■ Task objective ■
Give the count of lines in the records below that contain "Close", with no other words.

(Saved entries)
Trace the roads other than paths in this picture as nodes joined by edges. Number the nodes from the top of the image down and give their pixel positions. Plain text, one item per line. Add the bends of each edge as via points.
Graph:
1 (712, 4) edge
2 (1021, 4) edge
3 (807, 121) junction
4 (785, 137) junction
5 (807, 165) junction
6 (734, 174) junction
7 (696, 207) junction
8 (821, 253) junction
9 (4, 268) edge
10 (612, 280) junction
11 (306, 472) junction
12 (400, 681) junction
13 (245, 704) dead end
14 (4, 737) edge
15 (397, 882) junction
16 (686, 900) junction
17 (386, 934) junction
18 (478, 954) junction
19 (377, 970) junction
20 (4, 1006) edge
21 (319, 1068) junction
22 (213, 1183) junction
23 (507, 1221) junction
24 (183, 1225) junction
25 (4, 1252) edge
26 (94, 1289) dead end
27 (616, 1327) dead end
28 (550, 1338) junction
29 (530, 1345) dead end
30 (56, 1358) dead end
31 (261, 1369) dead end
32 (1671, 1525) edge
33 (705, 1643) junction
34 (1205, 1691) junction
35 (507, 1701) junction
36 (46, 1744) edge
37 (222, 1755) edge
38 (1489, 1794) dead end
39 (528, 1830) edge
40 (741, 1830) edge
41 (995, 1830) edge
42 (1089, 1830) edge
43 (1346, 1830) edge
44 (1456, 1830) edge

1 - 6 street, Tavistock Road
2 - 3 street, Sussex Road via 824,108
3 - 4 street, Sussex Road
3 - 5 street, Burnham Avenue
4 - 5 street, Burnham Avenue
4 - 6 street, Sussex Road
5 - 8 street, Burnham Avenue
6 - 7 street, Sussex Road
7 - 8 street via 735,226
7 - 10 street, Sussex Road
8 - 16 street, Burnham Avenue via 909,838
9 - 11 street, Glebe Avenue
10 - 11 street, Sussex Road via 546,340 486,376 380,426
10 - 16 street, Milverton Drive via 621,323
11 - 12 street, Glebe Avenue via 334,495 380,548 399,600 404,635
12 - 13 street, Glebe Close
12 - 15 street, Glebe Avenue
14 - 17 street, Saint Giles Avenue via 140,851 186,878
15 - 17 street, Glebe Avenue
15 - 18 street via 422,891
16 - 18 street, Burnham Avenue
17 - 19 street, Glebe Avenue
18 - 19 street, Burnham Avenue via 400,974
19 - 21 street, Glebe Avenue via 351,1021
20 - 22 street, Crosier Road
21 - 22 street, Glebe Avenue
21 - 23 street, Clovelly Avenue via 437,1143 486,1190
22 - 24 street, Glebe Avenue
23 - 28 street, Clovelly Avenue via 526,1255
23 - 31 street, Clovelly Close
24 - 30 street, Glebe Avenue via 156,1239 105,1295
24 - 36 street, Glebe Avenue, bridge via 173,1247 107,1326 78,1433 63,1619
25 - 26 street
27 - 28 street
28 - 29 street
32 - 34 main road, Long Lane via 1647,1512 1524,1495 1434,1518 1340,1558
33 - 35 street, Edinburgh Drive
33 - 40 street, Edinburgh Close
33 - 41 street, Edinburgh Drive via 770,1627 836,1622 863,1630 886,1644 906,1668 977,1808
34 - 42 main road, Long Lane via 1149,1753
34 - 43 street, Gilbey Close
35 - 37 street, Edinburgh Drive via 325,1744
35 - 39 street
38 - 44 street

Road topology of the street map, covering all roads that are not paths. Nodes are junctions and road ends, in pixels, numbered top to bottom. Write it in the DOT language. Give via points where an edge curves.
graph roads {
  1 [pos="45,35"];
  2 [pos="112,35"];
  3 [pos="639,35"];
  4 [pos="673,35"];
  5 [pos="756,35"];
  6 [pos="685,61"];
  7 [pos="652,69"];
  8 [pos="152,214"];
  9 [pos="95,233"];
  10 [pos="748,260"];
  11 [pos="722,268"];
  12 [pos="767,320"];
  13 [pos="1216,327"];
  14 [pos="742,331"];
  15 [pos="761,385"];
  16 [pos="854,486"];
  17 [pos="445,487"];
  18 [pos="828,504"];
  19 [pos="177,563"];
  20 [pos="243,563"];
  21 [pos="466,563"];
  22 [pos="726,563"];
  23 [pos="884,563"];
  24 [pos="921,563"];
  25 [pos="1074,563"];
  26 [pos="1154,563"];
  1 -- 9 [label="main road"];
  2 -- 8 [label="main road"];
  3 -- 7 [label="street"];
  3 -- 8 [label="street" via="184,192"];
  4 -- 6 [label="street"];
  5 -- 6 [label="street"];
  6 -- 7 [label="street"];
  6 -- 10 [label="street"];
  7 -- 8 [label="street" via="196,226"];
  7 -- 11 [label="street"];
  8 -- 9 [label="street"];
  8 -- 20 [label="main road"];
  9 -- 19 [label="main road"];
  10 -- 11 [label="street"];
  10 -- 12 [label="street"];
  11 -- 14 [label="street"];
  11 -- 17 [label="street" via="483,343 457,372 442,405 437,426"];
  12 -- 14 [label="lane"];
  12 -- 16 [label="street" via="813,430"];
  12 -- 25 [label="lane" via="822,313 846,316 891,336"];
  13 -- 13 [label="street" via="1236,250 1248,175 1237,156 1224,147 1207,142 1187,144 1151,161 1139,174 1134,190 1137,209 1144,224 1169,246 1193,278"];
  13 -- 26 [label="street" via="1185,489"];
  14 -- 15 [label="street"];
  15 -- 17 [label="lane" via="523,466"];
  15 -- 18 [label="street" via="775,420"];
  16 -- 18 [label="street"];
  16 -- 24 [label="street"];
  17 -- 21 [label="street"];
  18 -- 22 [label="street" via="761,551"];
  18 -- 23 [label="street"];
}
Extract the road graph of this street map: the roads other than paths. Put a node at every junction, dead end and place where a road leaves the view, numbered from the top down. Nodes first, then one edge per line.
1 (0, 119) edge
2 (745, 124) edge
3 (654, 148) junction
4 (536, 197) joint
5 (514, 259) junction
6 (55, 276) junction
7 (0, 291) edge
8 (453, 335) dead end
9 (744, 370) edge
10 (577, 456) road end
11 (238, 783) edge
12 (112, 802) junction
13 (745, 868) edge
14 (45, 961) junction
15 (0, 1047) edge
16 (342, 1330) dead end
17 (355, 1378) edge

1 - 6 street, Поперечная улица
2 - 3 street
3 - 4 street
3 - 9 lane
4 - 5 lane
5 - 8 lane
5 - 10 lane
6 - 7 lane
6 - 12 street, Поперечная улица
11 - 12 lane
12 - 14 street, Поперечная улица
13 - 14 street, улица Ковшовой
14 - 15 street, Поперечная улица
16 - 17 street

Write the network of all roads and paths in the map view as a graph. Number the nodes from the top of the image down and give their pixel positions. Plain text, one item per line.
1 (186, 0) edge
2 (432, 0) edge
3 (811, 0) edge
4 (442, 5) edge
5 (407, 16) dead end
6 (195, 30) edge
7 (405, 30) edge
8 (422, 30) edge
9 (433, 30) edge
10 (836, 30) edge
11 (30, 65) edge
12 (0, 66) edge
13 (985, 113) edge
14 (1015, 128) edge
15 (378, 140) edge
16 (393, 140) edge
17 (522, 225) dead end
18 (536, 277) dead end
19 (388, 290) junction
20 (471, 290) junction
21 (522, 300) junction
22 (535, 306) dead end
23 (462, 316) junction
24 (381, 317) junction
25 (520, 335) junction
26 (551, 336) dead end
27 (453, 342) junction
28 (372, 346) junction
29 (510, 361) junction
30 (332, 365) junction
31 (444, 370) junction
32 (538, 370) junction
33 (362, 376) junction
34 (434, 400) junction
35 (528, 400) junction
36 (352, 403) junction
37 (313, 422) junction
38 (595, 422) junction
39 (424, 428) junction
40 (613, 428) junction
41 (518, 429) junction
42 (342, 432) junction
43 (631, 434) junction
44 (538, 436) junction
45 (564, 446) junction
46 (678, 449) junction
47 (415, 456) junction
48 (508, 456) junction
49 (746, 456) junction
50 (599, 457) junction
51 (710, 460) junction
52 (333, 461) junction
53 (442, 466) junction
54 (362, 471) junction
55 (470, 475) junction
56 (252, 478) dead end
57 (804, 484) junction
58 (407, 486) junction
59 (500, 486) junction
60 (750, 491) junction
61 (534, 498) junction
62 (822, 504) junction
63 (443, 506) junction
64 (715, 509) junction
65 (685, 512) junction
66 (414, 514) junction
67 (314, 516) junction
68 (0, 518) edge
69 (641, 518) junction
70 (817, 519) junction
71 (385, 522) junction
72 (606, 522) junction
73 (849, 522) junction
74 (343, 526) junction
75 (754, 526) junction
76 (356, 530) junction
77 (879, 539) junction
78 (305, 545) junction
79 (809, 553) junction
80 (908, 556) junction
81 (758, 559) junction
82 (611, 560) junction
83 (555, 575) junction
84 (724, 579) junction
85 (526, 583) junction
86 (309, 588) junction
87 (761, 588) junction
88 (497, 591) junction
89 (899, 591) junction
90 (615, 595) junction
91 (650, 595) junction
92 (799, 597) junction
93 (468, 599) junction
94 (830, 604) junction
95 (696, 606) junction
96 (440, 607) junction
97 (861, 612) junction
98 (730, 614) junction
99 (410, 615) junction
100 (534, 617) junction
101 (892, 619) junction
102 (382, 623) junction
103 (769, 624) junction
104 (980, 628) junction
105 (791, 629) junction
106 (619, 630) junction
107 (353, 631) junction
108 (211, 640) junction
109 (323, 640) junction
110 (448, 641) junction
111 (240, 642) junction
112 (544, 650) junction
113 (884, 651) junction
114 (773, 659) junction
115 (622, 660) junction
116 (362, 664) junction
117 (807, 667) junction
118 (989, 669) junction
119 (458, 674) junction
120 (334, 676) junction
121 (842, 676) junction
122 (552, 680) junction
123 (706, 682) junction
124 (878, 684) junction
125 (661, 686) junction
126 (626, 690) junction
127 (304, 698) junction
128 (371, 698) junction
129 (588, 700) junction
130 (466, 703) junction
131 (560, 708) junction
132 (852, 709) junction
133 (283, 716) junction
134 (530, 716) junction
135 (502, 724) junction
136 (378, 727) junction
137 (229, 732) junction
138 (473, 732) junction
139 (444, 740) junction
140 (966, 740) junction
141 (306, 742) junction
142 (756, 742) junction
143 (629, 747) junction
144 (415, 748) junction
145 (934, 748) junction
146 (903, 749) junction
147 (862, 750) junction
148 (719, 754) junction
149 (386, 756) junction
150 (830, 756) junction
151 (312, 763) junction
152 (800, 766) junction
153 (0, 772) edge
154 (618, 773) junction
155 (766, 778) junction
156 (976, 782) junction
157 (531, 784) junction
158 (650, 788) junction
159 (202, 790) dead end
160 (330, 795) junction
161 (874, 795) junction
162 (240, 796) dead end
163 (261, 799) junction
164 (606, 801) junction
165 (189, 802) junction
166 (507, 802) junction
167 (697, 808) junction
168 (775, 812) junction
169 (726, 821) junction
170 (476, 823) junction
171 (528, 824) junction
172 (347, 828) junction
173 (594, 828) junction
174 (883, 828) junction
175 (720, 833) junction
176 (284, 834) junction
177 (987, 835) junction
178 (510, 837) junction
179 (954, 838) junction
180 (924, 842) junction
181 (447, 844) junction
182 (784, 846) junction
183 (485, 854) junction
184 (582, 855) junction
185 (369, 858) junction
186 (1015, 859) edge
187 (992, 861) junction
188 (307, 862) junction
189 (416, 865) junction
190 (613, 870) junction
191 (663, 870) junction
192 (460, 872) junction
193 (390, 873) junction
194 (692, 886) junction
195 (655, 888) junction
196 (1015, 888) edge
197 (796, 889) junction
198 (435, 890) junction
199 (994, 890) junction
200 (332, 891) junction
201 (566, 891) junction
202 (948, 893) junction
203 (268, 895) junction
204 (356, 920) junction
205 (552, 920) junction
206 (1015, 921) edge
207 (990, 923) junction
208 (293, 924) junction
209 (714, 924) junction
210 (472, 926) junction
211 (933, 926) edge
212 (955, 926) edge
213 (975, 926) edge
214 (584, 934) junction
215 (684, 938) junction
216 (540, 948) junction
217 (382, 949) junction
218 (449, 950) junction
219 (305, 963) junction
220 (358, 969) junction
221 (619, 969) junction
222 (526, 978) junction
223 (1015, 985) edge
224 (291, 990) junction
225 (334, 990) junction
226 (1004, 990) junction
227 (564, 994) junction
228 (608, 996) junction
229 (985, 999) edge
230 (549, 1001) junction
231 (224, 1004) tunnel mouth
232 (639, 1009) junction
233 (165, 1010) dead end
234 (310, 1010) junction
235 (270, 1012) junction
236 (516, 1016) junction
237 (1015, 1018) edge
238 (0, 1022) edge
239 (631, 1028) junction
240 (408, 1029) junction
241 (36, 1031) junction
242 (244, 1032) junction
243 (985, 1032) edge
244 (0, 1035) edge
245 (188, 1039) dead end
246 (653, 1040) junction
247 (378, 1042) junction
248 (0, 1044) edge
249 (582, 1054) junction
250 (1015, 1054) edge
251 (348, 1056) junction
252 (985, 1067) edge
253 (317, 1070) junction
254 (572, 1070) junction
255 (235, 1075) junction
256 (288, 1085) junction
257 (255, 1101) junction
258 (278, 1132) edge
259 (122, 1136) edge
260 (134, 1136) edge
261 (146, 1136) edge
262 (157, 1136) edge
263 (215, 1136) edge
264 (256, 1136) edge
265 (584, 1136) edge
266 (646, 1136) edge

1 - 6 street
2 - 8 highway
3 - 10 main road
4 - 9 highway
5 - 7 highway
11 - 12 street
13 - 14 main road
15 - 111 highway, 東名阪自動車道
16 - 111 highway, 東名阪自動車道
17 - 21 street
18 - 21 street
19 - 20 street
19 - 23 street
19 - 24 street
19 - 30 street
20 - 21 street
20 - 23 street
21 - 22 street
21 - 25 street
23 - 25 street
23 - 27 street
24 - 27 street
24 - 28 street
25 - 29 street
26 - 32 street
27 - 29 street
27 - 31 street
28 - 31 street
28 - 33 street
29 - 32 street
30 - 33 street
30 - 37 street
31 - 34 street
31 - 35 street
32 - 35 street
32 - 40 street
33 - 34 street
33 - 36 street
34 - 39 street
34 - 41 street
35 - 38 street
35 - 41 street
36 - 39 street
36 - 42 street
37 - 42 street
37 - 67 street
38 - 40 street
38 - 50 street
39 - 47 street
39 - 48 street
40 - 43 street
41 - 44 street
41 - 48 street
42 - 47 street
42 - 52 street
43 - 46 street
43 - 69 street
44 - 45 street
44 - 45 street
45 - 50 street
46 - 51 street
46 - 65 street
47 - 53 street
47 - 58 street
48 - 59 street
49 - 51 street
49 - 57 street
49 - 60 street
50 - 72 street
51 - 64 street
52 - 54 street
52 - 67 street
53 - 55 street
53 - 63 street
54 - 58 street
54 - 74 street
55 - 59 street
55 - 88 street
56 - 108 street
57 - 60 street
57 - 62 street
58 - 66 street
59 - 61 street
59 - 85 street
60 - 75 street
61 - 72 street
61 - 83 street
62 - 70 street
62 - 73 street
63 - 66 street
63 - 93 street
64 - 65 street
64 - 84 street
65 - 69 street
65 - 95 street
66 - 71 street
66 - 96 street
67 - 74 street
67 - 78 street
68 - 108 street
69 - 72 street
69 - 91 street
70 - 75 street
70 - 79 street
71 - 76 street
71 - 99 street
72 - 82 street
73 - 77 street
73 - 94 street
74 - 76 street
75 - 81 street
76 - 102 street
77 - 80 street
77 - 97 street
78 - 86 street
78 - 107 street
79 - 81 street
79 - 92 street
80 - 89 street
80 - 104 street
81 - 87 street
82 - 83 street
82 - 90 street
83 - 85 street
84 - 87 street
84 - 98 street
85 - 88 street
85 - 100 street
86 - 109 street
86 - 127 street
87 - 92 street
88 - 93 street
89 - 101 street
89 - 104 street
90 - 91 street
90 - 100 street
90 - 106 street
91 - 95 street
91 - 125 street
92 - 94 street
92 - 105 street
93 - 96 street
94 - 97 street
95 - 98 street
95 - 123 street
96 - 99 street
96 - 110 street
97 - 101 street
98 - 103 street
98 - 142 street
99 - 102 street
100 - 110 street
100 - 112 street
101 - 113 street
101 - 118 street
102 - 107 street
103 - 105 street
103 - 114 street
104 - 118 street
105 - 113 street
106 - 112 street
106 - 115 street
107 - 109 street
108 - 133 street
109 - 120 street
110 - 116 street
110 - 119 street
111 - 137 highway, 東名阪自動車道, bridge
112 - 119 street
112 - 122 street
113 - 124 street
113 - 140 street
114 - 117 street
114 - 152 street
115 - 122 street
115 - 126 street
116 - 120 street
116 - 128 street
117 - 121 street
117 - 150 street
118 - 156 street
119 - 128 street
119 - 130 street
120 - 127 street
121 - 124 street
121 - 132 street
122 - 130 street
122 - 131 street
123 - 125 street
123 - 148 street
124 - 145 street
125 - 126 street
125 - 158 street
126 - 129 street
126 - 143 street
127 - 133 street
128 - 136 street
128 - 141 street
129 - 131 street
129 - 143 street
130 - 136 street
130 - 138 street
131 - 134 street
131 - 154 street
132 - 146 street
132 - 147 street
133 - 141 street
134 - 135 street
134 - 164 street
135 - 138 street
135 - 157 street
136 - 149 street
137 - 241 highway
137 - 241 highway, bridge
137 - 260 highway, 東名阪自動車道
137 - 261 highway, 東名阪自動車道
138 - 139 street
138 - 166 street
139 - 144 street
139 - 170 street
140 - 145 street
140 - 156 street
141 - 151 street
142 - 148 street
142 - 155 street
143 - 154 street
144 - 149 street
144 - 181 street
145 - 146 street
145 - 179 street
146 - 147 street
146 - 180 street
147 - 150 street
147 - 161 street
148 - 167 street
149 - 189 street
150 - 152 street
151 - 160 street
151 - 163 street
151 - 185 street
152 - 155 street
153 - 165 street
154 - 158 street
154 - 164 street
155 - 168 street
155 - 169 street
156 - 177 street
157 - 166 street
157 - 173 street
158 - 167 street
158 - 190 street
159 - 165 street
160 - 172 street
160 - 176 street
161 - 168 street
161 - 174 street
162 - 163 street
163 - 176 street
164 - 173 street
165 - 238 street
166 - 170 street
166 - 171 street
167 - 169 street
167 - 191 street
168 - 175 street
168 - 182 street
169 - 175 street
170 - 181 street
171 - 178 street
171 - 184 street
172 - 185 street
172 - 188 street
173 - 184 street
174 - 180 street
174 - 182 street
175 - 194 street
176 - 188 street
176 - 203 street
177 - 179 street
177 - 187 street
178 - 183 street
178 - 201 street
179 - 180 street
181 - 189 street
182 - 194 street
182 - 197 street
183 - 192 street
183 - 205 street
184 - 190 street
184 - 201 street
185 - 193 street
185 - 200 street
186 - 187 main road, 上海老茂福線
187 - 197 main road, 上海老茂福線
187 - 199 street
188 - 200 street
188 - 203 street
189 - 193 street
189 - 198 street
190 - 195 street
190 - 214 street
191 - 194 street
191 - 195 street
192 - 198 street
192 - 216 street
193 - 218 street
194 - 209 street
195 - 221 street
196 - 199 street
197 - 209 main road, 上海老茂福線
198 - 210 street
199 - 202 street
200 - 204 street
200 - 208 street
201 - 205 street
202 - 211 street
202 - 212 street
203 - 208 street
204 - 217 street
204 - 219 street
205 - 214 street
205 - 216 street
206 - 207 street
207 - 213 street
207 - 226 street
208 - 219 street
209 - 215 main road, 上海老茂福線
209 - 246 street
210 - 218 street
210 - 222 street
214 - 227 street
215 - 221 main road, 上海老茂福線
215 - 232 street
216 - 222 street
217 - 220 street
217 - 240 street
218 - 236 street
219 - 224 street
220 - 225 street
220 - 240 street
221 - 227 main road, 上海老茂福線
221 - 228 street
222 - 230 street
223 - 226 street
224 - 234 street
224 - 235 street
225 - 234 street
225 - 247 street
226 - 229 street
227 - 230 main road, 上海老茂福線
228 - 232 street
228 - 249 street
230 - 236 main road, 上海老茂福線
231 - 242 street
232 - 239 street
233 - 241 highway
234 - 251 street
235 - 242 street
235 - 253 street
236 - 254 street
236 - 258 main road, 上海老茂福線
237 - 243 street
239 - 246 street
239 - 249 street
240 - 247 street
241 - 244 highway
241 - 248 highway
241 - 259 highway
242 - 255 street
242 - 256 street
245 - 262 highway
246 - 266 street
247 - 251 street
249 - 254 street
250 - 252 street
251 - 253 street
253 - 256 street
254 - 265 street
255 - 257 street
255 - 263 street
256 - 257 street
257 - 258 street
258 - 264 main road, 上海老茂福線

■ Output for this exercise ■
4